Stored items
☆ ☆ ☆ ☆
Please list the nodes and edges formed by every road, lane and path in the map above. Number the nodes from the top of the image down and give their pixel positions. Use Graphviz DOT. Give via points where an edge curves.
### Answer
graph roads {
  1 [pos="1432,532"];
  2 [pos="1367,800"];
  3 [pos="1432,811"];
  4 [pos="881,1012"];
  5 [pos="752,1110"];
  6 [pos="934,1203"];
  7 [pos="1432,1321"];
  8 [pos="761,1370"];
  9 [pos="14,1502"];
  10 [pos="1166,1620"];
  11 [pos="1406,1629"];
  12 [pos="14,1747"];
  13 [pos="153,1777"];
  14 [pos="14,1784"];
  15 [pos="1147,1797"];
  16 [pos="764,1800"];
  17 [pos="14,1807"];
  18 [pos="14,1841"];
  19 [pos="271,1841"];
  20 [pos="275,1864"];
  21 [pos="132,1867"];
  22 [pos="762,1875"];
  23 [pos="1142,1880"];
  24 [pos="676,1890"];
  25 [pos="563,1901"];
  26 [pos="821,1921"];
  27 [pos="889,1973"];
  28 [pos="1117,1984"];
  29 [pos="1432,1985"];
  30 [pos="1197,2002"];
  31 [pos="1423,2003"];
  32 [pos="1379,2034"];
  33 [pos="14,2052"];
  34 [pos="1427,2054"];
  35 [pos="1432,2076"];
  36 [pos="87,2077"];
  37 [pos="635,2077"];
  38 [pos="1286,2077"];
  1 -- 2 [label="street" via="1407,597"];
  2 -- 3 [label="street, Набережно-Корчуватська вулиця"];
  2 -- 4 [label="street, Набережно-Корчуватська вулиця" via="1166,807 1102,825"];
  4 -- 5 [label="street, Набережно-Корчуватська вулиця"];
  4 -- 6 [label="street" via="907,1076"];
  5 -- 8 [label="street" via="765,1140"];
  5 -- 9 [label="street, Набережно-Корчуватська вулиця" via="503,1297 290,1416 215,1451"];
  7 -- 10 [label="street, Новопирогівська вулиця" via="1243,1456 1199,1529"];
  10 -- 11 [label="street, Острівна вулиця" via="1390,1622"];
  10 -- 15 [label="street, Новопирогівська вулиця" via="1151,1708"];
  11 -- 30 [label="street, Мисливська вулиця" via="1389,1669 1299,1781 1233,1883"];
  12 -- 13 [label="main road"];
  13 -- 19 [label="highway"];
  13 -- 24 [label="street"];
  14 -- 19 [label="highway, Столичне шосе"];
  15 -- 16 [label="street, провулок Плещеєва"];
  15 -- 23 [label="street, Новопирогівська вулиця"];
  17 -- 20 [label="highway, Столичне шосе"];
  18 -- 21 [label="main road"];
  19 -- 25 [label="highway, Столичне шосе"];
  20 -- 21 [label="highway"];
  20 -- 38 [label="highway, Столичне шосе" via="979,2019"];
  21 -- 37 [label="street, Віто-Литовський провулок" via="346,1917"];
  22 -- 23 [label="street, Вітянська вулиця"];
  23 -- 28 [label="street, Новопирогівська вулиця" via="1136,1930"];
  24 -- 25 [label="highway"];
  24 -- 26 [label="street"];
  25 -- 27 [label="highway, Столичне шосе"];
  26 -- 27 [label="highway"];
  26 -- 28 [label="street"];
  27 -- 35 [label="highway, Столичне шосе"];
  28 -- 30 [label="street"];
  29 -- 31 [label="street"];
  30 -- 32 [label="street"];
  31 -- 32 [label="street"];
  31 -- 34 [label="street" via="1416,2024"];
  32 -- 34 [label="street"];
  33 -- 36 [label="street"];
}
☆ ☆ ☆ ☆
TASK PROMPT: Only lines containing the string "Набережно" are needed. Pull each of them out of the records above.

YOUR SOLUTION:
  2 -- 3 [label="street, Набережно-Корчуватська вулиця"];
  2 -- 4 [label="street, Набережно-Корчуватська вулиця" via="1166,807 1102,825"];
  4 -- 5 [label="street, Набережно-Корчуватська вулиця"];
  5 -- 9 [label="street, Набережно-Корчуватська вулиця" via="503,1297 290,1416 215,1451"];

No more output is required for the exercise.